When compared with children without orthokeratology treatment, children wearing orthokeratology lenses showed a significantly higher frequency of the first tear break-up point at the inner half (39.7% vs. 53.5%, p = 0.039). Difference in the spatial distribution of the first tear break-up might be related to the design of the orthokeratology lens. To obtain relative peripheral myopic defocus, the design of the orthokeratology lens adopts a smaller optic zone of less than 6 mm45 and the optic zone almost matches the inner zones (zones B and D) of the tear break-up area. In addition, when we categorized children according to the first tear break-up zone (zones A–D), children with the first tear break-up at zones B and D (inner half) had higher HOAs (Table 3). The contact of the optic zone with the corneal surface may alter the tear film distribution in the inner half of the cornea and may lead to a more rapid tear break-up at the inner half of the cornea.

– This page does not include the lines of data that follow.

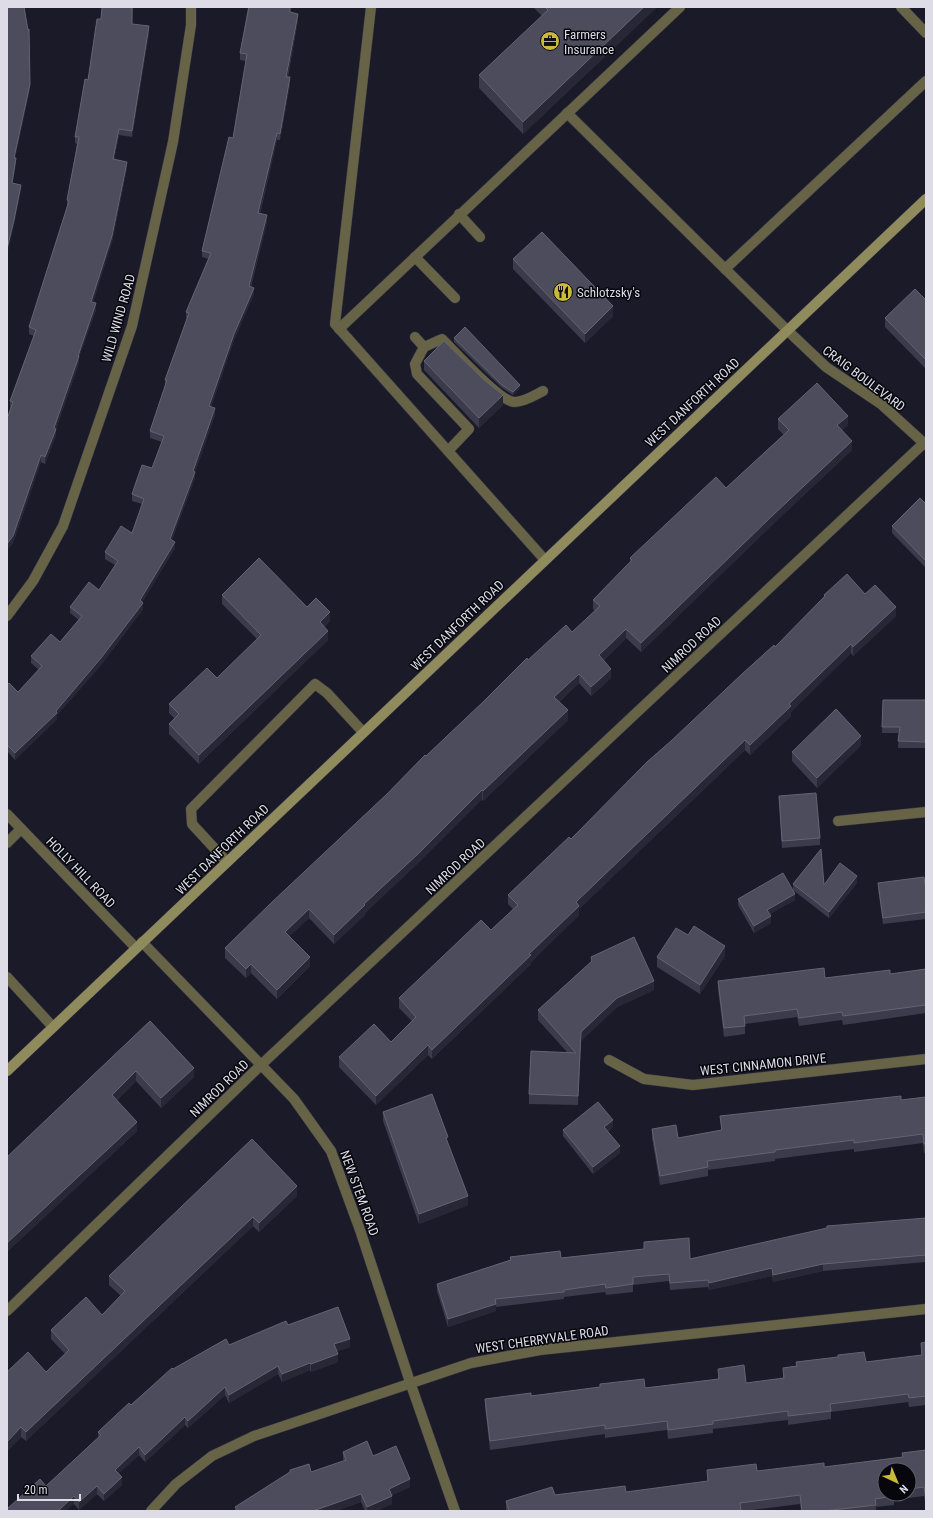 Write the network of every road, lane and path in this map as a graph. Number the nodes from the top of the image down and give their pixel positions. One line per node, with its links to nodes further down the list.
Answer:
1 (191, 7): 22 (street, WILD WIND ROAD)
2 (371, 7): 14 (street)
3 (680, 7): 7 (street)
4 (901, 7): 5 (street)
5 (926, 33)
6 (926, 81): 12 (street)
7 (567, 113): 9 (street); 12 (street, CRAIG BOULEVARD)
8 (926, 199): 15 (main road, WEST DANFORTH ROAD)
9 (459, 214): 10 (street); 11 (street)
10 (480, 237)
11 (415, 257): 13 (street); 14 (street)
12 (725, 269): 15 (street, CRAIG BOULEVARD)
13 (455, 298)
14 (339, 329): 20 (street)
15 (788, 330): 19 (street, CRAIG BOULEVARD); 21 (main road, WEST DANFORTH ROAD)
16 (415, 337): 17 (street)
17 (424, 347): 18 (street); 20 (street)
18 (543, 391)
19 (925, 444): 35 (street, NIMROD ROAD)
20 (448, 451): 21 (street)
21 (545, 560): 23 (main road, WEST DANFORTH ROAD)
22 (7, 616)
23 (363, 732): 29 (main road, WEST DANFORTH ROAD); 29 (street)
24 (926, 812): 26 (street)
25 (7, 814): 27 (street, HOLLY HILL ROAD)
26 (838, 821)
27 (21, 829): 28 (street); 30 (street, HOLLY HILL ROAD)
28 (7, 843)
29 (227, 862): 30 (main road, WEST DANFORTH ROAD)
30 (139, 945): 32 (main road, WEST DANFORTH ROAD); 35 (street, NEW STEM ROAD)
31 (7, 977): 32 (street)
32 (53, 1027): 36 (main road, WEST DANFORTH ROAD)
33 (926, 1059): 34 (street, WEST CINNAMON DRIVE)
34 (609, 1060)
35 (262, 1064): 38 (street, NIMROD ROAD); 39 (street, NEW STEM ROAD)
36 (7, 1071)
37 (926, 1309): 39 (street, WEST CHERRYVALE ROAD)
38 (7, 1311)
39 (410, 1382): 40 (street, WEST CHERRYVALE ROAD); 41 (street, NEW STEM ROAD)
40 (151, 1511)
41 (455, 1511) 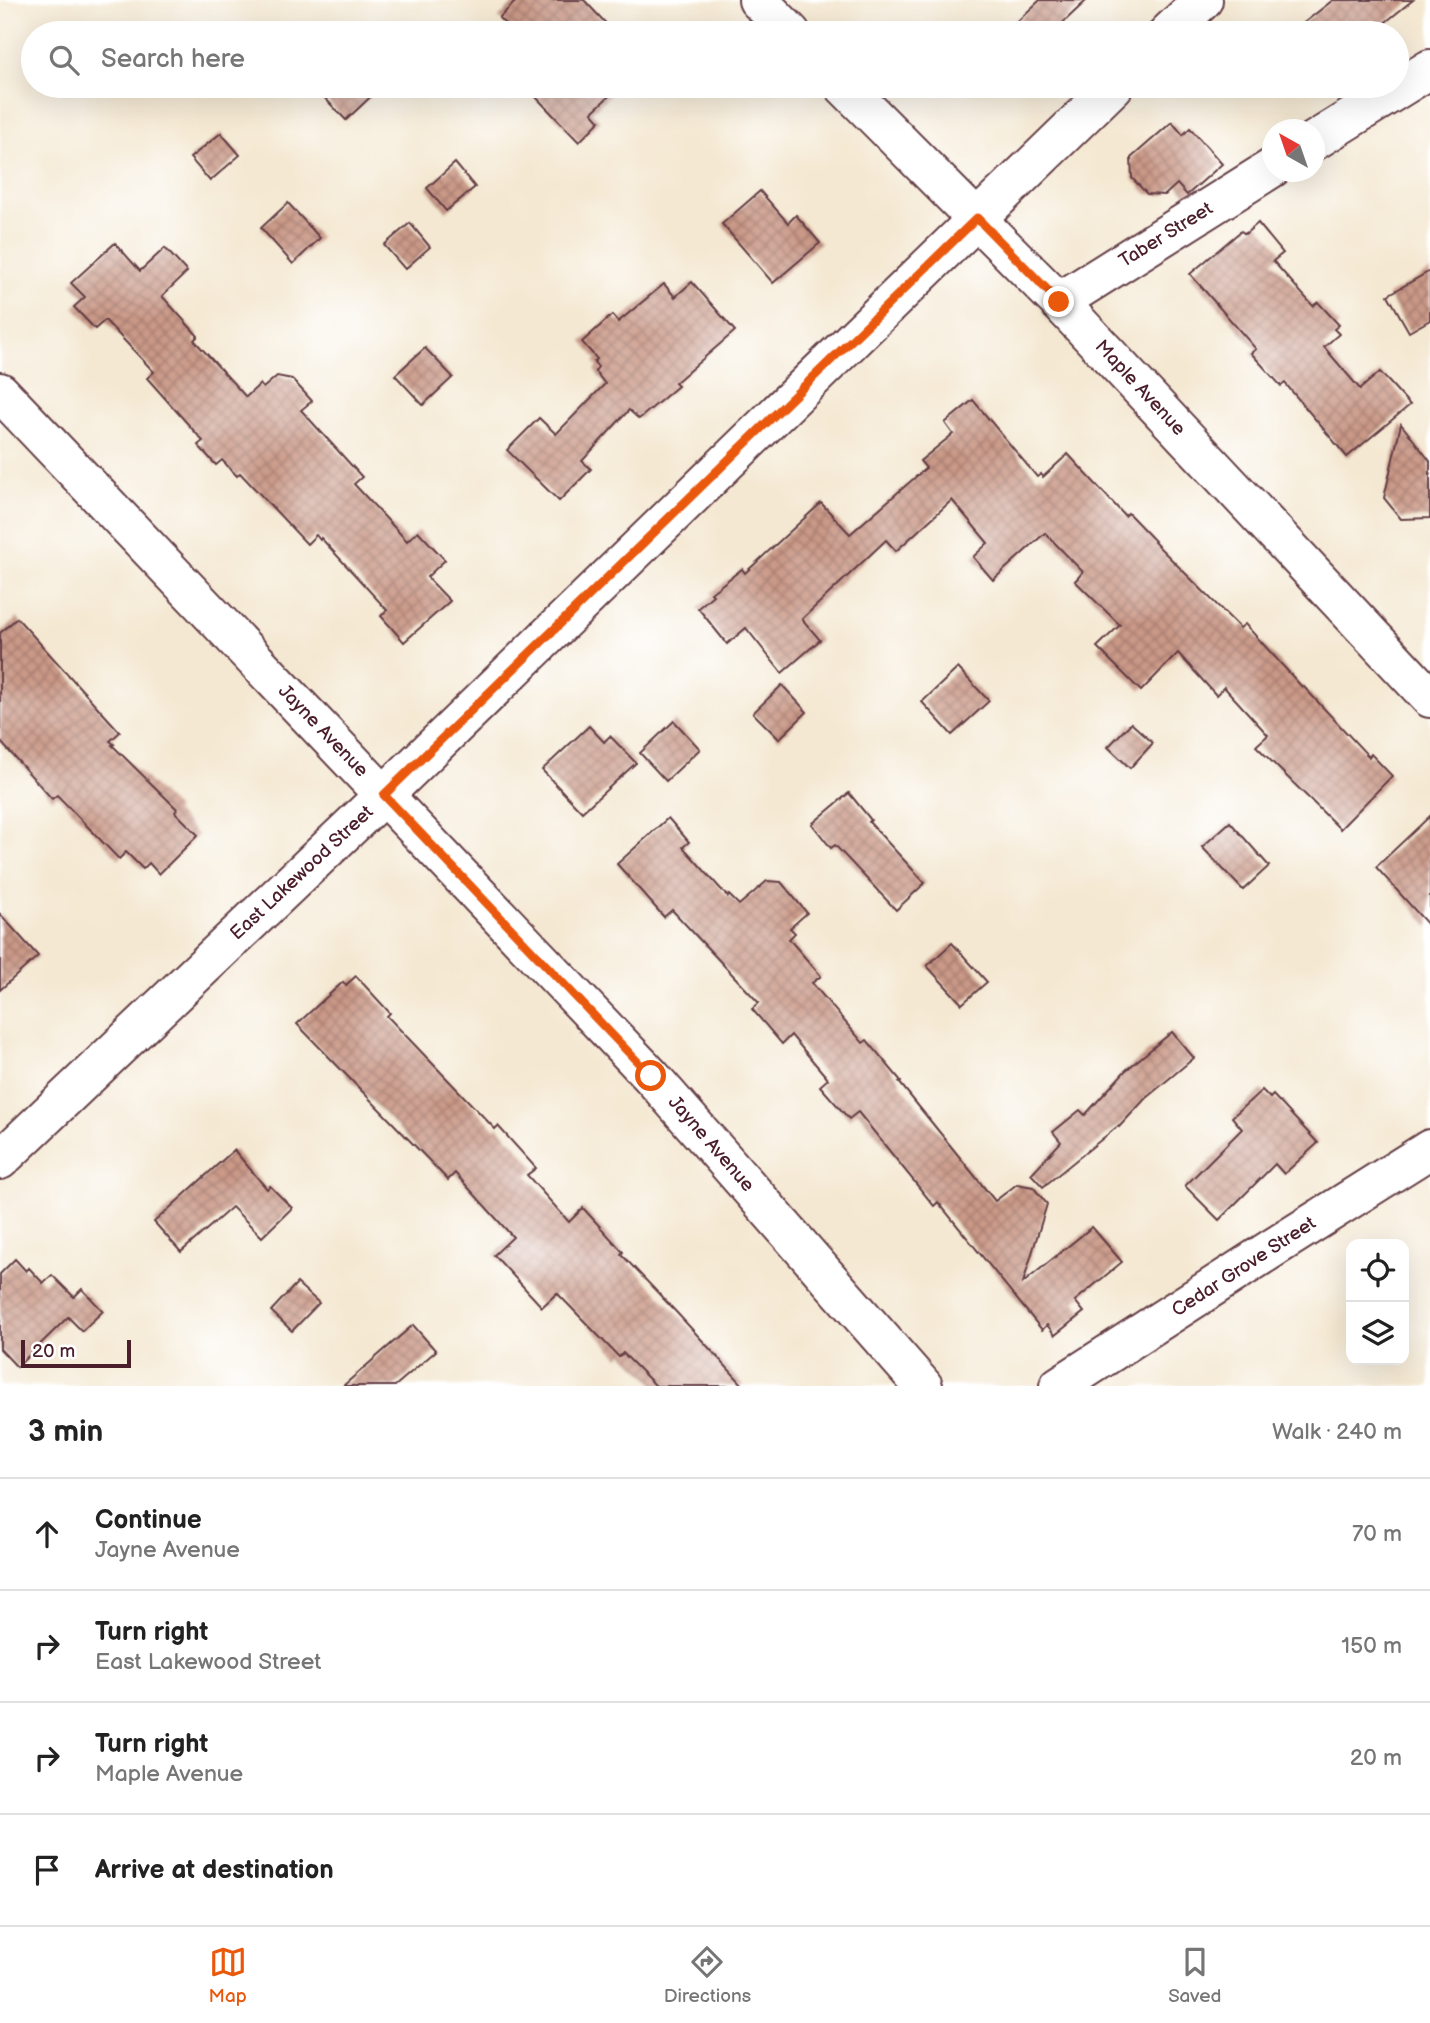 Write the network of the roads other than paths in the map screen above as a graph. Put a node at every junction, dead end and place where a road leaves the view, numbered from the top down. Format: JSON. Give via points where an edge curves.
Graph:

Among children treated with orthokeratology, the measure time tended to be longer in children with higher HOAs despite a marginal significance (p = 0.068 by irregularity in Fourier analysis and p = 0.088 by aberration coefficient in Zernike analysis). This finding might be related to the low sensitivity of ocular discomfort induced by long-term use of contact lenses. Together with the definite increase in HOAs and the characteristic spatial distribution of the tear film, we came up with a hypothesis that orthokeratology wear-induced spatial instability might be associated with higher possibility of symptom-free dry eye disease, epithelial defect, and microbial keratitis due to microbial incursion. Further well-designed studies would be needed to prove this hypothesis.

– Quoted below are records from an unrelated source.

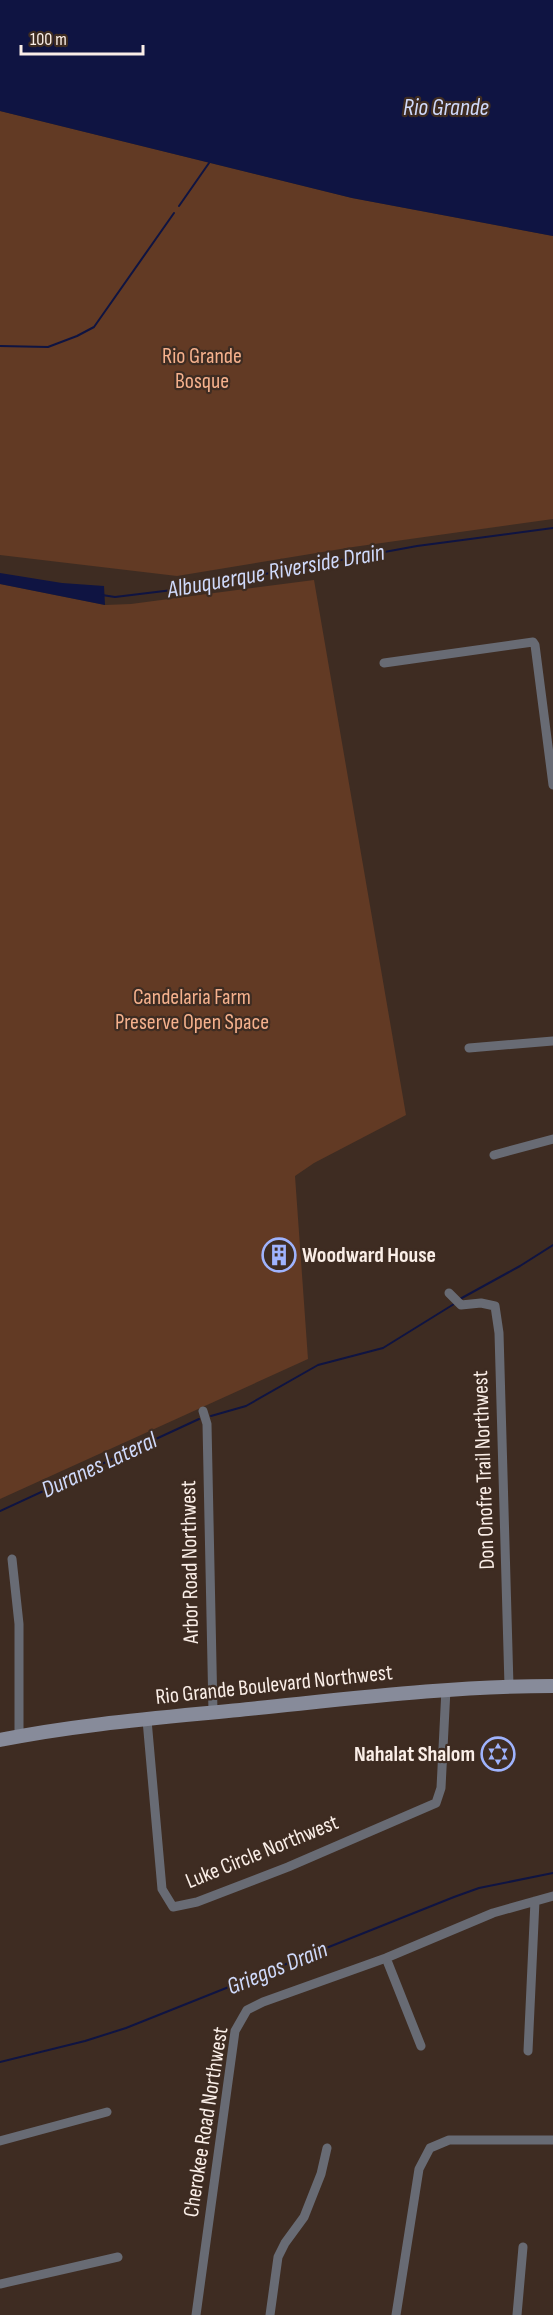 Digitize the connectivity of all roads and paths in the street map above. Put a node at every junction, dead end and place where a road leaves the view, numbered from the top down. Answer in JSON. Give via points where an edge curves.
{"nodes":[{"id":1,"x":384,"y":663,"type":"dead end"},
{"id":2,"x":553,"y":785,"type":"edge"},
{"id":3,"x":553,"y":1041,"type":"edge"},
{"id":4,"x":469,"y":1048,"type":"dead end"},
{"id":5,"x":553,"y":1139,"type":"edge"},
{"id":6,"x":495,"y":1155,"type":"dead end"},
{"id":7,"x":454,"y":1299,"type":"dead end"},
{"id":8,"x":202,"y":1411,"type":"dead end"},
{"id":9,"x":12,"y":1559,"type":"dead end"},
{"id":10,"x":510,"y":1686,"type":"junction"},
{"id":11,"x":553,"y":1686,"type":"edge"},
{"id":12,"x":446,"y":1689,"type":"junction"},
{"id":13,"x":213,"y":1712,"type":"junction"},
{"id":14,"x":147,"y":1720,"type":"junction"},
{"id":15,"x":19,"y":1736,"type":"junction"},
{"id":16,"x":0,"y":1740,"type":"edge"},
{"id":17,"x":553,"y":1896,"type":"edge"},
{"id":18,"x":535,"y":1901,"type":"junction"},
{"id":19,"x":386,"y":1958,"type":"junction"},
{"id":20,"x":421,"y":2046,"type":"dead end"},
{"id":21,"x":528,"y":2051,"type":"dead end"},
{"id":22,"x":107,"y":2112,"type":"dead end"},
{"id":23,"x":0,"y":2140,"type":"edge"},
{"id":24,"x":553,"y":2140,"type":"edge"},
{"id":25,"x":327,"y":2148,"type":"dead end"},
{"id":26,"x":523,"y":2247,"type":"dead end"},
{"id":27,"x":118,"y":2257,"type":"dead end"},
{"id":28,"x":0,"y":2284,"type":"edge"},
{"id":29,"x":196,"y":2315,"type":"edge"},
{"id":30,"x":270,"y":2315,"type":"edge"},
{"id":31,"x":396,"y":2315,"type":"edge"},
{"id":32,"x":517,"y":2315,"type":"edge"}],
"edges":[{"from":1,"to":2,"type":"street","via":[[528,642],[535,645]]},
{"from":3,"to":4,"type":"street"},
{"from":5,"to":6,"type":"street"},
{"from":7,"to":10,"type":"street","name":"Don Onofre Trail Northwest","via":[[467,1306],[481,1302],[495,1306],[499,1333]]},
{"from":8,"to":13,"type":"street","name":"Arbor Road Northwest","via":[[207,1424]]},
{"from":9,"to":15,"type":"street","via":[[19,1624]]},
{"from":10,"to":11,"type":"main road","name":"Rio Grande Boulevard Northwest"},
{"from":10,"to":12,"type":"main road","name":"Rio Grande Boulevard Northwest"},
{"from":12,"to":13,"type":"main road","name":"Rio Grande Boulevard Northwest"},
{"from":12,"to":14,"type":"street","name":"Luke Circle Northwest","via":[[441,1788],[436,1803],[278,1870],[197,1902],[173,1907],[162,1889]]},
{"from":13,"to":14,"type":"main road","name":"Rio Grande Boulevard Northwest"},
{"from":14,"to":15,"type":"main road","name":"Rio Grande Boulevard Northwest"},
{"from":15,"to":16,"type":"main road","name":"Rio Grande Boulevard Northwest"},
{"from":17,"to":18,"type":"street","name":"Cherokee Road Northwest"},
{"from":18,"to":19,"type":"street","name":"Cherokee Road Northwest","via":[[493,1913]]},
{"from":18,"to":21,"type":"street"},
{"from":19,"to":20,"type":"street"},
{"from":19,"to":29,"type":"street","name":"Cherokee Road Northwest","via":[[263,2002],[247,2010],[235,2031]]},
{"from":22,"to":23,"type":"street"},
{"from":24,"to":31,"type":"street","via":[[448,2140],[430,2148],[419,2169]]},
{"from":25,"to":30,"type":"street","via":[[304,2217],[278,2258]]},
{"from":26,"to":32,"type":"street"},
{"from":27,"to":28,"type":"street"}]}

The present study has some potential limitations. It was a cross-sectional study which could only reflect the tear performance at a single period of a day, so the daytime fluctuation and longitudinal change in the tear film performance could not be observed. A thorough observation of tear performance fluctuation in a day and a prospective cohort study initiating from the first atropine instillation or the first orthokeratology application needs to be designed for chronological observation of the changes in the tear film performance. However, the present study proposes an easy protocol during regular follow-ups that could offer a thorough understanding of the tear film performance and the ocular surface alteration after a certain period of treatment. In the present study, the subjective TMH measurement for determining the amount of tear secretion may have been affected by intra-observer difference. However, we believe that the difference was minimized, as the TMH for each participant was determined by a single masked interpreter and the mean value of 3 digital recordings was used for calculating the TMH in this study.

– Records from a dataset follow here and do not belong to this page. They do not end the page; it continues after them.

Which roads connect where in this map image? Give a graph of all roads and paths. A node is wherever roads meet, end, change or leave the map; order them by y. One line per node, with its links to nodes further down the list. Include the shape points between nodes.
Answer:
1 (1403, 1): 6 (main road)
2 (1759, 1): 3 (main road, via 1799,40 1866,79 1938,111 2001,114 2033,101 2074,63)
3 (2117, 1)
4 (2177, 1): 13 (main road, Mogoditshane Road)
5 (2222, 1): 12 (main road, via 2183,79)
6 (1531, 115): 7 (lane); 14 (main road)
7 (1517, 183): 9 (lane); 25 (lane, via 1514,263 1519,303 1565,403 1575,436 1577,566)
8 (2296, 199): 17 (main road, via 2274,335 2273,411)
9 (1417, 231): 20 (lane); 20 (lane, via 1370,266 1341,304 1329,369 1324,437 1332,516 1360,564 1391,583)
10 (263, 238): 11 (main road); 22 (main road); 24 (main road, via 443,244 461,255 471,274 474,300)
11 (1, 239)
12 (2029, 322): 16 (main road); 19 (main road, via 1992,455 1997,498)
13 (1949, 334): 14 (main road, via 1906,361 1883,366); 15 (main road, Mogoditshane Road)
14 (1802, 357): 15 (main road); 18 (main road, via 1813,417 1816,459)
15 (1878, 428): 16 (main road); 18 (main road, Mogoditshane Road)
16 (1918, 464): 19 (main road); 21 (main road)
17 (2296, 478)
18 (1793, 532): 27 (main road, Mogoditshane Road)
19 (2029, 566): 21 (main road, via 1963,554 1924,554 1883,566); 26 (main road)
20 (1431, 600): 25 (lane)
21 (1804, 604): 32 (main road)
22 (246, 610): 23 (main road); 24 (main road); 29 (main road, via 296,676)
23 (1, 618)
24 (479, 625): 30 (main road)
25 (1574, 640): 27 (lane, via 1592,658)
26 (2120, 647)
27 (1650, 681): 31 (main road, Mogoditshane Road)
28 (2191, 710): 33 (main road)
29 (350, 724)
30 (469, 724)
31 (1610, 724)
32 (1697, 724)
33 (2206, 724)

In summary, current myopia control modalities including atropine and orthokeratology have been proven to show good potential for retardation of myopia progression and no serious inevitable adverse effects have been reported under recommended dosage and instructions46,47. When compared with atropine, wearing orthokeratology lenses was associated with higher HOAs and might induce a characteristic spatial disturbance in the tear film stability. For pediatric patients under myopia control, especially for those under orthokeratology treatment, the spatial distribution of the tear film break-up might provide an easier, more rational and focused way of monitoring the pediatric tear film instability to better prevent any possible subsequent epithelial erosion, microbial inoculation, or development of microbial keratitis.